*** Opening Working data ***

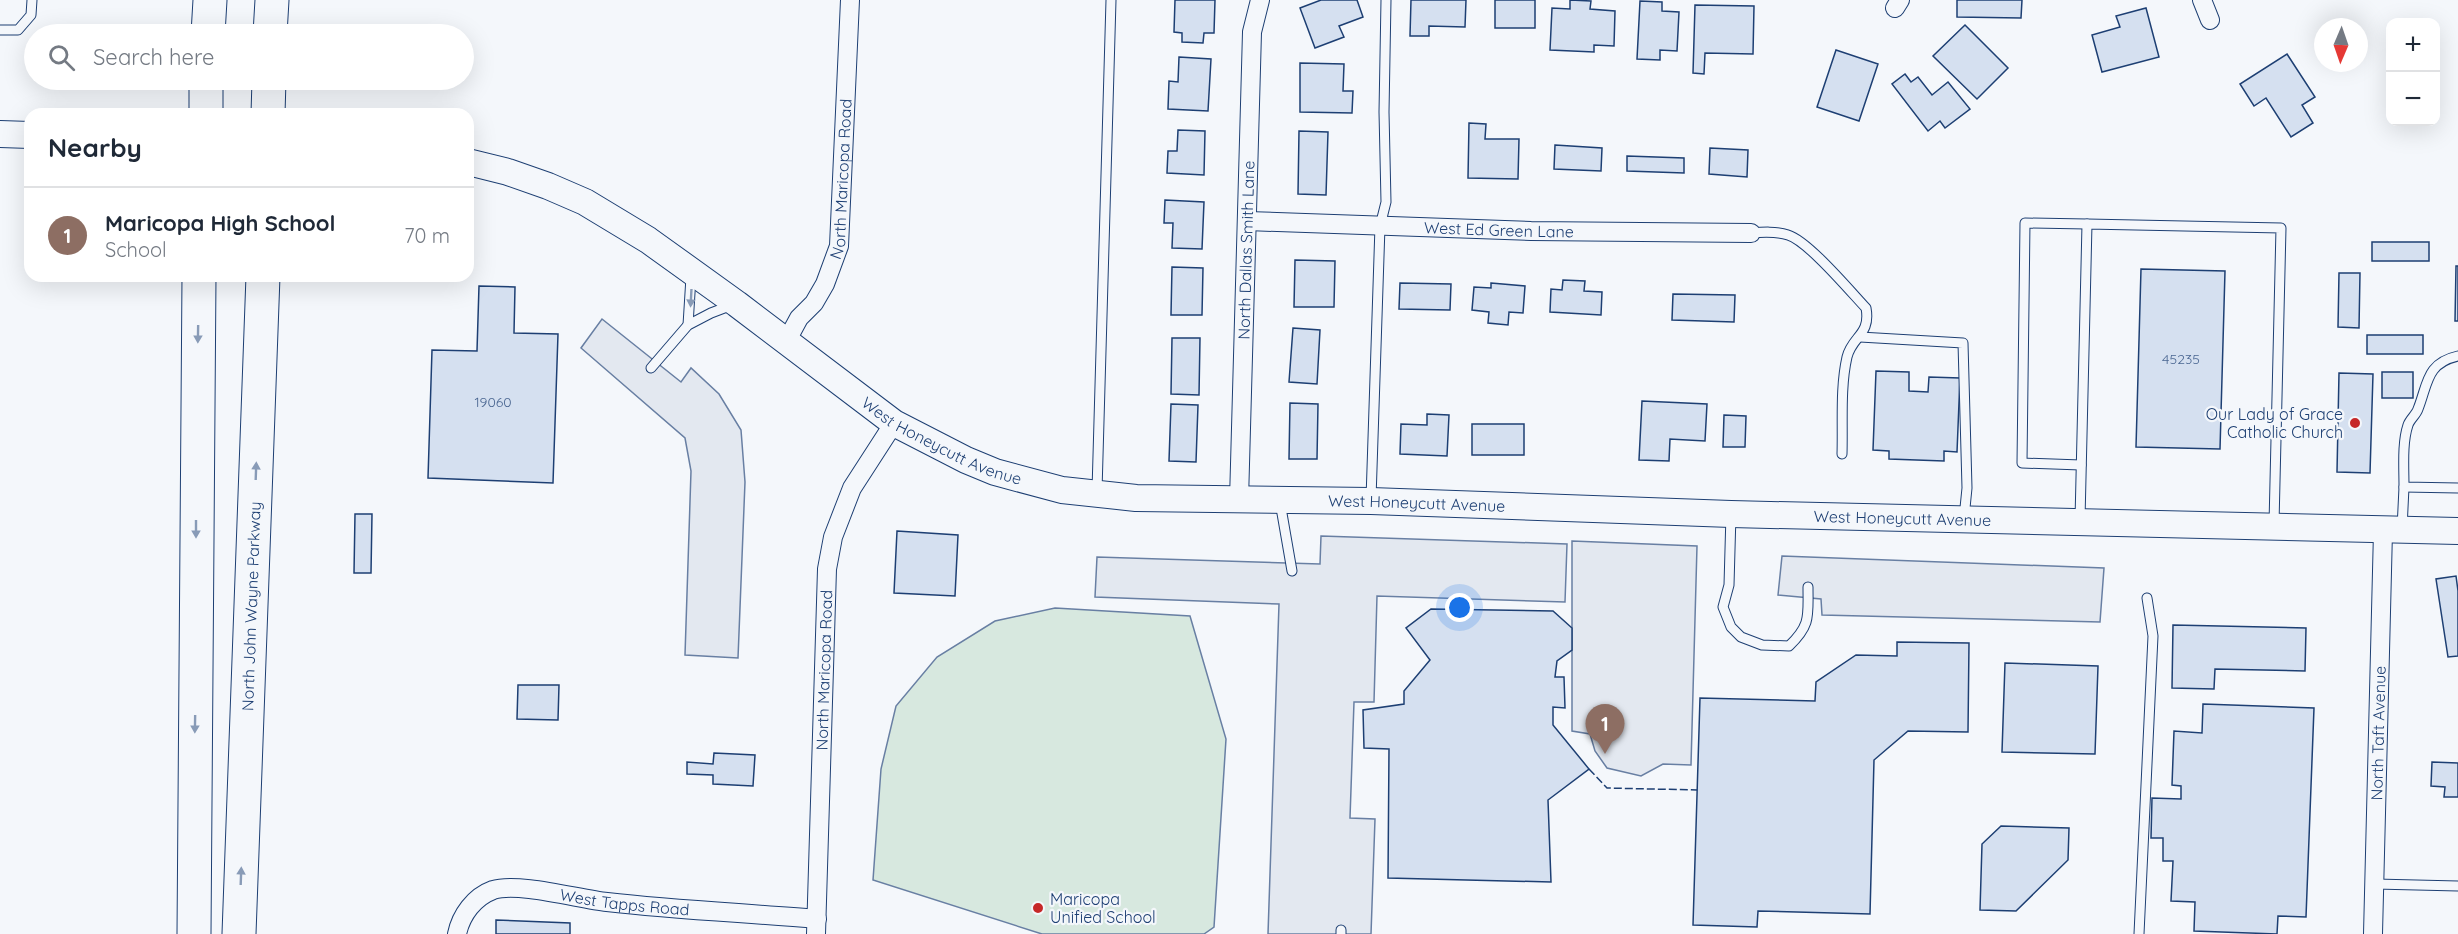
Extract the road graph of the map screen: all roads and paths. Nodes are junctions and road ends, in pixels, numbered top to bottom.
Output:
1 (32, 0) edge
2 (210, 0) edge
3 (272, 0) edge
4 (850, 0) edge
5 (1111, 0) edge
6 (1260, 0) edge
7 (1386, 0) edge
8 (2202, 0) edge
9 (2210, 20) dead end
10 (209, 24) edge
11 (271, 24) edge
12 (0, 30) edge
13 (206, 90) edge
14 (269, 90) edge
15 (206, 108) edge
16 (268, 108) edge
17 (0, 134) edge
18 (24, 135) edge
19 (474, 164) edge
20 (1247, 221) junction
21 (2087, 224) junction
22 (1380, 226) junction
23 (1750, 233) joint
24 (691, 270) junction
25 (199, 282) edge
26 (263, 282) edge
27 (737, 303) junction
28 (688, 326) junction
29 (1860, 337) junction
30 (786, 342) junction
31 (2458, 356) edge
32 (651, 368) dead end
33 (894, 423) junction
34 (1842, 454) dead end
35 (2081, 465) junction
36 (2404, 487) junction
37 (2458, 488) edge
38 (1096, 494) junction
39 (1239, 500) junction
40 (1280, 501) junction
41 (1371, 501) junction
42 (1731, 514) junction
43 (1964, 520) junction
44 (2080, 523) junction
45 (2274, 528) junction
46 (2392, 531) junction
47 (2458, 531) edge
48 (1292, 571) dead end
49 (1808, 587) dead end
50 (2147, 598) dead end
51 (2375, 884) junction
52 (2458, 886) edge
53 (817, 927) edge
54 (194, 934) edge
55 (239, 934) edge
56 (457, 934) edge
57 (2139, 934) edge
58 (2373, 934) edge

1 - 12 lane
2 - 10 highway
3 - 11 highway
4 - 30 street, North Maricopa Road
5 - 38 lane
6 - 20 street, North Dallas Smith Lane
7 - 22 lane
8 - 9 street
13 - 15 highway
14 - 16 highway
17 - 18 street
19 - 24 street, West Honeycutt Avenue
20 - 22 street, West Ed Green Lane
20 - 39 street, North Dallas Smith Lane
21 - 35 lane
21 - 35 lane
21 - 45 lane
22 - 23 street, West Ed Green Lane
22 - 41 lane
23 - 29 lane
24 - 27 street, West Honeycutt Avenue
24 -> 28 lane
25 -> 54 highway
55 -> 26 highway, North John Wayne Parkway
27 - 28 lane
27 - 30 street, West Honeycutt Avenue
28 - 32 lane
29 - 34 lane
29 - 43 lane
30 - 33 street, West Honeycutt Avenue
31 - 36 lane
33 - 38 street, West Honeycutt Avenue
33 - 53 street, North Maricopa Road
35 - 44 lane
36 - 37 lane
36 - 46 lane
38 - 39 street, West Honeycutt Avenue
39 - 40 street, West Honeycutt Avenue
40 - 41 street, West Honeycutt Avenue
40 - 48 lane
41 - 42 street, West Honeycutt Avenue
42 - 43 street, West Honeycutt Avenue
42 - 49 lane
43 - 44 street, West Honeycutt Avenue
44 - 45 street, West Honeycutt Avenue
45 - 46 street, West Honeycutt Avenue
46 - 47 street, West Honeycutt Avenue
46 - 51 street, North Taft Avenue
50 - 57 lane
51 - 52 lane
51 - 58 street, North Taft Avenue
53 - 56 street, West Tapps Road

*** Closing Working data ***

__Exercise instructions__: Scan the listing for the string "Taft". Copy each line that has it.

__Result for this task__:
46 - 51 street, North Taft Avenue
51 - 58 street, North Taft Avenue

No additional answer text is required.